Alexander était comme moi dans ce cas ? Non pas que je n’aimais pas les enfants ou que j’aimais les hommes, mais bien l’inverse, moi je consacrais ma vie à la recherche de la femme parfaite, à la domination du monde et de celle avec qui je pourrai accomplir mes desseins. Oui, je cherchais la perfection étant perfectionniste, je cherchais l’amour d’une personne que j’avais perdu, une personne illusoire pour remplacer ce vide dans mon cœur, cette même personne qui était mon tout et qui à présent, je n’avais plus que son crâne quand je matérialisais ma robe. Mamina … pouvais-je la considérer comme mon premier amour ? Nous n’avions jamais rien fait d’étrange, notre amour était platonique, ceux que les enfants ont entre eux, ce même amour qui m’avait tant rendue heureuse pour que finalement, après un temps que je trouvais trop court, s’en vola avec cette personne.

- Quoi que... « Aimer » est certainement un bien grand mot, mais soit.

Je ne connaissais pas son histoire, je ne savais pas quelle raison l’avait poussée à venir à Undai et encore mieux, pourquoi cet homme que je trouvais si sympathique paraissait si distant avec les autres. Était-il un tsundere ? Une personne méchante et forte qui au fil du temps, devenait gentille et serviable ? Mais ce qui m’intéressait le plus chez lui était de connaître sa peine, non pas par compassion,  mais toujours et la même chose, par curiosité.

- Vraiment, je crois que je suis certainement le type le moins probable pour devenir un pédophile. Désolé de t'inquiéter.

Sortant de ses pensées en fixant sa flamme, je suivais son regard sans dire quoi que ce soit. Aucune possibilité qu’il soit pédophile donc, cela voulait dire que cet homme était « trop » ou justement « pas assez » apte à apporter son attention sur une personne pour le faire. Un point que je devinais sans vraiment le deviner, disons qu’à force de regarder les gens, de les fixer intensément en essayant de me hisser sous leurs peaux, au plus profond de leurs cœurs pour toucher leurs hontes, leurs peines de mes doigts fins.

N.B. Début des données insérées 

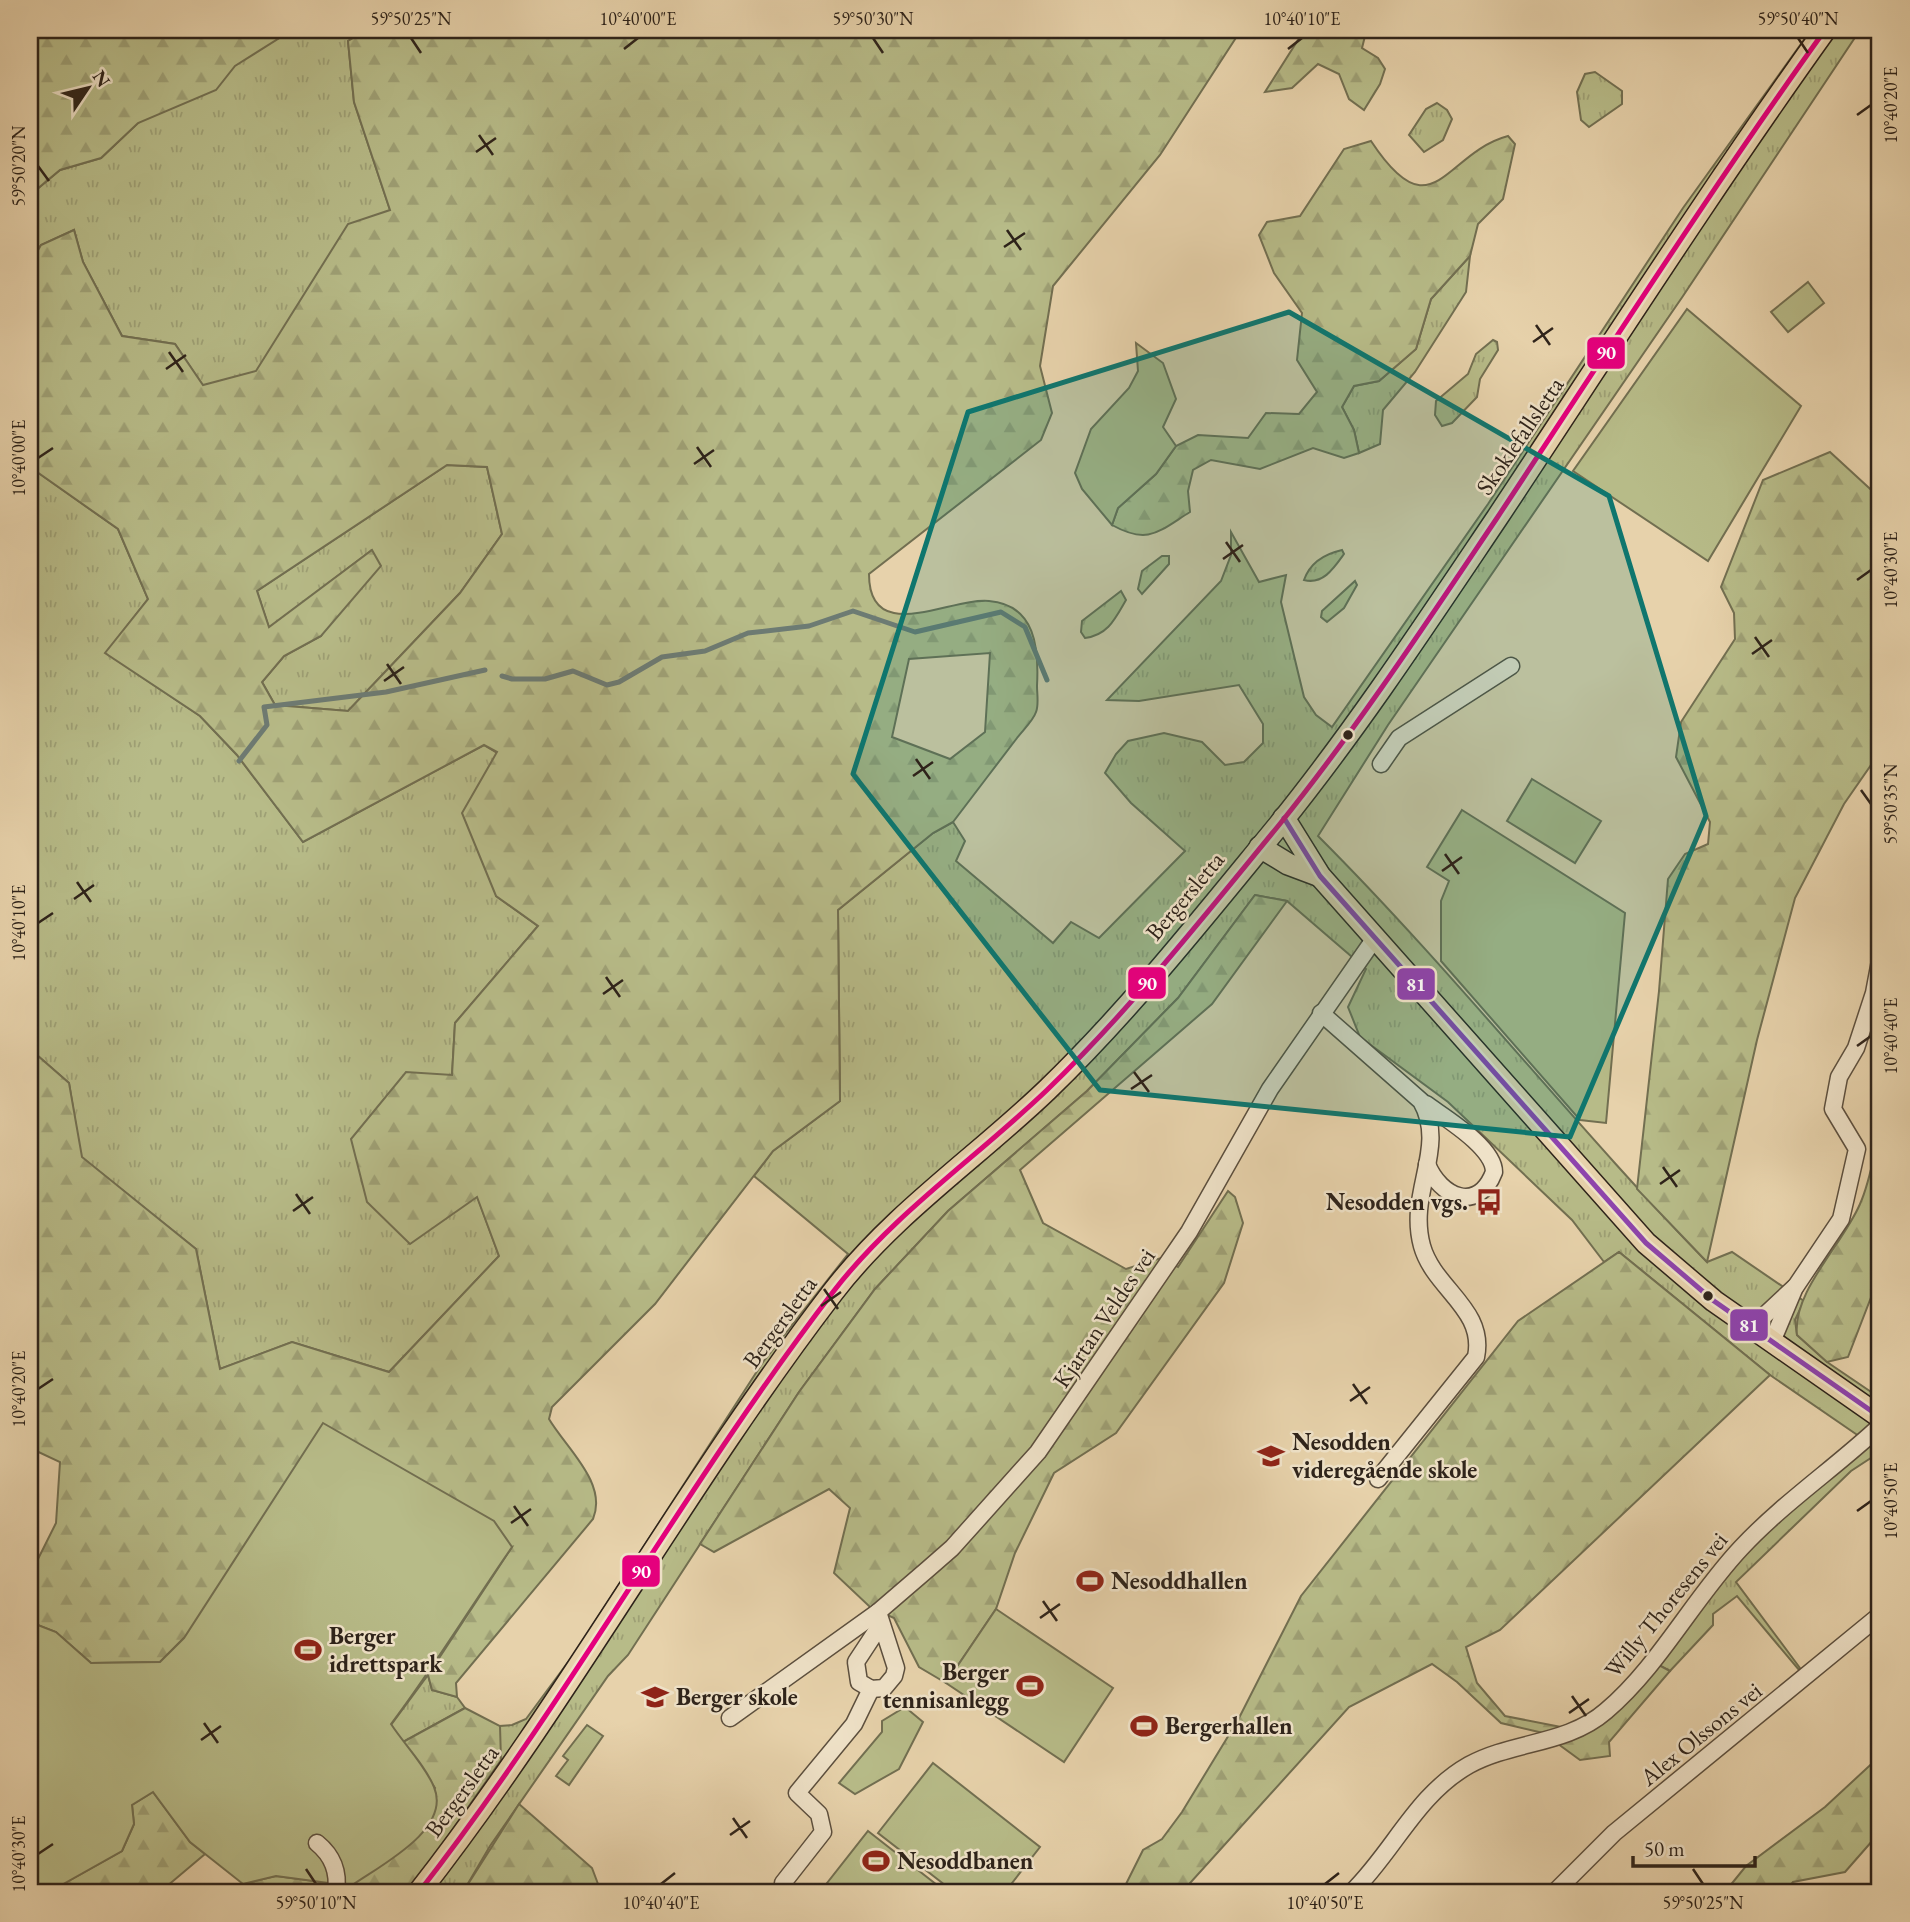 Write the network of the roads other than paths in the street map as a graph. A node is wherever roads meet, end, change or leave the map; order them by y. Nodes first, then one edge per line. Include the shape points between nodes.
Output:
1 (1825, 30) edge
2 (1511, 666) dead end
3 (1381, 764) dead end
4 (1273, 832) junction
5 (1320, 876) junction
6 (1375, 938) junction
7 (1880, 961) edge
8 (1321, 1013) junction
9 (1421, 1101) junction
10 (1427, 1164) junction
11 (1796, 1286) junction
12 (1751, 1328) junction
13 (1772, 1342) junction
14 (1880, 1417) edge
15 (1880, 1426) edge
16 (1378, 1479) dead end
17 (1880, 1615) edge
18 (880, 1618) junction
19 (871, 1689) junction
20 (730, 1718) dead end
21 (317, 1843) dead end
22 (783, 1883) dead end
23 (336, 1892) edge
24 (419, 1892) edge
25 (1352, 1892) edge
26 (1555, 1892) edge

1 - 4 main road, Skoklefallsletta via 1423,629
2 - 3 street via 1399,738
4 - 5 main road
4 - 5 main road via 1288,864
4 - 24 main road, Bergersletta via 1076,1061 886,1233 839,1284 501,1782
5 - 6 main road
6 - 8 street, Kjartan Veldes vei
6 - 12 main road via 1646,1242 1678,1273
7 - 11 street via 1856,1048 1839,1077 1833,1109 1857,1149 1841,1219
8 - 9 street
8 - 18 street, Kjartan Veldes vei via 1270,1089 1189,1232 1051,1436 952,1548
9 - 10 street via 1430,1117 1432,1135
9 - 10 street via 1480,1146 1492,1160 1494,1172 1479,1192 1457,1196 1433,1180
10 - 16 street via 1417,1204 1422,1245 1426,1258 1477,1330 1478,1350 1460,1379
11 - 12 street
11 - 13 street
12 - 13 main road
13 - 14 main road
15 - 25 street, Willy Thoresens vei via 1741,1548 1628,1690 1605,1712 1575,1732 1487,1757 1439,1785
17 - 26 street, Alex Olssons vei via 1614,1833
18 - 19 street, Kjartan Veldes vei via 856,1662 859,1682
18 - 19 street via 896,1668 884,1688
18 - 20 street, Kjartan Veldes vei
19 - 22 street via 854,1724 797,1793 819,1814 823,1832
21 - 23 street via 335,1867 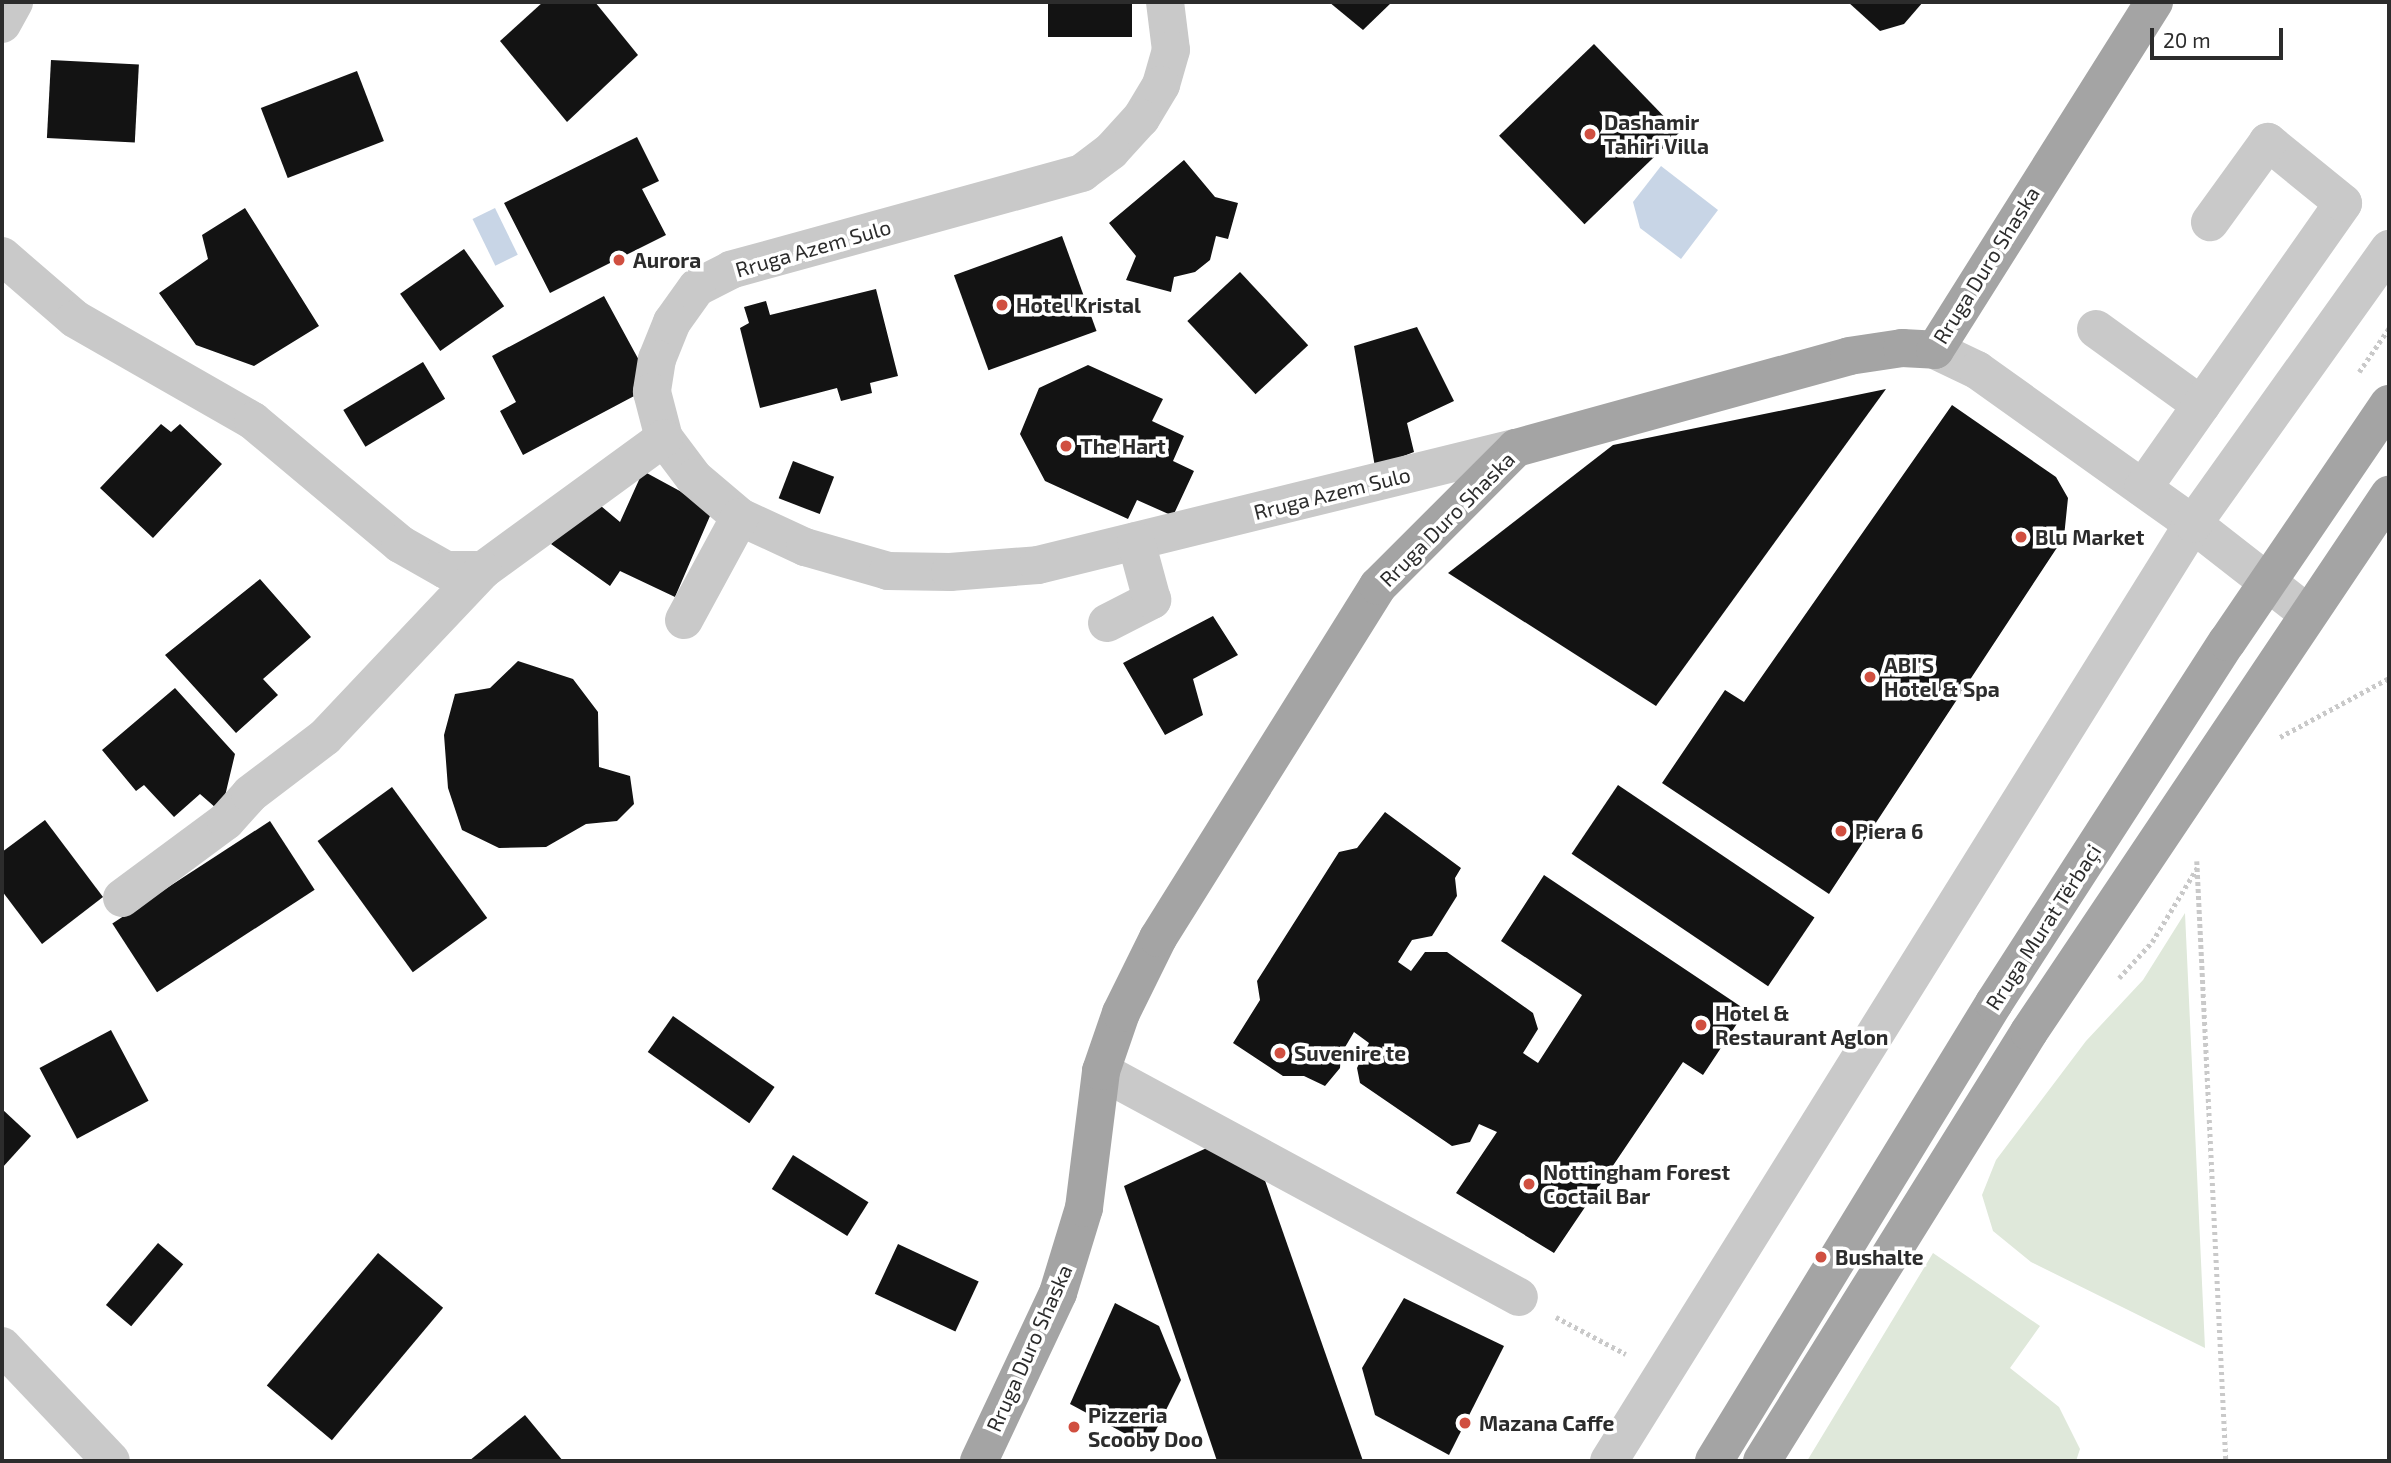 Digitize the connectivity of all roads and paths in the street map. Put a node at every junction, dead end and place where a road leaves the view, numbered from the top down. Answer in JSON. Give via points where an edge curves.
{"nodes":[{"id":1,"x":14,"y":2,"type":"edge"},
{"id":2,"x":1165,"y":2,"type":"edge"},
{"id":3,"x":2154,"y":2,"type":"edge"},
{"id":4,"x":2,"y":24,"type":"edge"},
{"id":5,"x":2210,"y":222,"type":"dead end"},
{"id":6,"x":2389,"y":249,"type":"edge"},
{"id":7,"x":2,"y":256,"type":"edge"},
{"id":8,"x":2096,"y":329,"type":"dead end"},
{"id":9,"x":1935,"y":351,"type":"junction"},
{"id":10,"x":2389,"y":404,"type":"edge"},
{"id":11,"x":2201,"y":405,"type":"junction"},
{"id":12,"x":664,"y":438,"type":"junction"},
{"id":13,"x":1516,"y":448,"type":"junction"},
{"id":14,"x":2143,"y":488,"type":"junction"},
{"id":15,"x":2389,"y":495,"type":"edge"},
{"id":16,"x":740,"y":517,"type":"junction"},
{"id":17,"x":2193,"y":524,"type":"junction"},
{"id":18,"x":1136,"y":541,"type":"junction"},
{"id":19,"x":483,"y":570,"type":"junction"},
{"id":20,"x":2267,"y":584,"type":"junction"},
{"id":21,"x":2308,"y":614,"type":"junction"},
{"id":22,"x":684,"y":620,"type":"dead end"},
{"id":23,"x":1107,"y":623,"type":"dead end"},
{"id":24,"x":2389,"y":678,"type":"edge"},
{"id":25,"x":2266,"y":744,"type":"dead end"},
{"id":26,"x":2196,"y":853,"type":"dead end"},
{"id":27,"x":122,"y":898,"type":"dead end"},
{"id":28,"x":1101,"y":1070,"type":"junction"},
{"id":29,"x":1519,"y":1297,"type":"joint"},
{"id":30,"x":2,"y":1346,"type":"edge"},
{"id":31,"x":1664,"y":1374,"type":"junction"},
{"id":32,"x":111,"y":1461,"type":"edge"},
{"id":33,"x":979,"y":1461,"type":"edge"},
{"id":34,"x":1609,"y":1461,"type":"edge"},
{"id":35,"x":1714,"y":1461,"type":"edge"},
{"id":36,"x":1762,"y":1461,"type":"edge"},
{"id":37,"x":2226,"y":1461,"type":"edge"}],
"edges":[{"from":1,"to":4,"type":"street"},
{"from":2,"to":12,"type":"street","name":"Rruga Azem Sulo","via":[[1171,50],[1161,85],[1141,118],[1083,173],[731,270],[697,287],[672,321],[657,359],[652,392]]},
{"from":3,"to":9,"type":"main road","name":"Rruga Duro Shaska"},
{"from":5,"to":11,"type":"street","via":[[2267,142],[2343,203]]},
{"from":6,"to":17,"type":"street"},
{"from":7,"to":19,"type":"street","via":[[75,319],[253,421],[400,544],[446,570]]},
{"from":8,"to":11,"type":"street"},
{"from":9,"to":13,"type":"main road","name":"Rruga Duro Shaska","via":[[1902,348],[1849,356]]},
{"from":9,"to":14,"type":"street","via":[[1978,370]]},
{"from":10,"to":20,"type":"main road","name":"Rruga Murat Tërbaçi"},
{"from":11,"to":14,"type":"street"},
{"from":12,"to":16,"type":"street","name":"Rruga Azem Sulo","via":[[694,478]]},
{"from":12,"to":19,"type":"street"},
{"from":13,"to":18,"type":"street","name":"Rruga Azem Sulo"},
{"from":13,"to":28,"type":"main road","name":"Rruga Duro Shaska","via":[[1378,586],[1158,938],[1121,1013]]},
{"from":14,"to":17,"type":"street"},
{"from":15,"to":21,"type":"main road"},
{"from":16,"to":18,"type":"street","name":"Rruga Azem Sulo","via":[[805,547],[888,571],[1038,565]]},
{"from":16,"to":22,"type":"street"},
{"from":17,"to":20,"type":"street"},
{"from":17,"to":31,"type":"street"},
{"from":18,"to":23,"type":"street","via":[[1152,600]]},
{"from":19,"to":27,"type":"street","via":[[325,737],[250,794],[226,821]]},
{"from":20,"to":21,"type":"street"},
{"from":20,"to":35,"type":"main road","name":"Rruga Murat Tërbaçi","via":[[1994,1003]]},
{"from":21,"to":36,"type":"main road","via":[[2029,1032]]},
{"from":24,"to":25,"type":"path"},
{"from":26,"to":37,"type":"path"},
{"from":28,"to":29,"type":"street"},
{"from":28,"to":33,"type":"main road","name":"Rruga Duro Shaska","via":[[1084,1208],[1058,1293]]},
{"from":29,"to":31,"type":"path"},
{"from":30,"to":32,"type":"street"},
{"from":31,"to":34,"type":"street"}]}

- Onii-Sama à l’air triste … Onii-Sama a-t-il des problèmes ?

Levant mes petits yeux vers l’homme, je bougeais mes mains de manière à attraper l’une de ses grandes mains d’homme. Lui adressant un petit sourire désolé, hypocrisie suprême mais impossible de s’en rendre compte, j’ouvris la bouche doucement pour laisser ma voix cristalline lui parvenir aux oreilles.

- Naoko est contente que Alexander-Onii-Sama n’ait pas de vue sur celle-ci. Naoko n’aime pas les hommes, Naoko cherche une nouvelle Mamina pour lui rendre le sourire.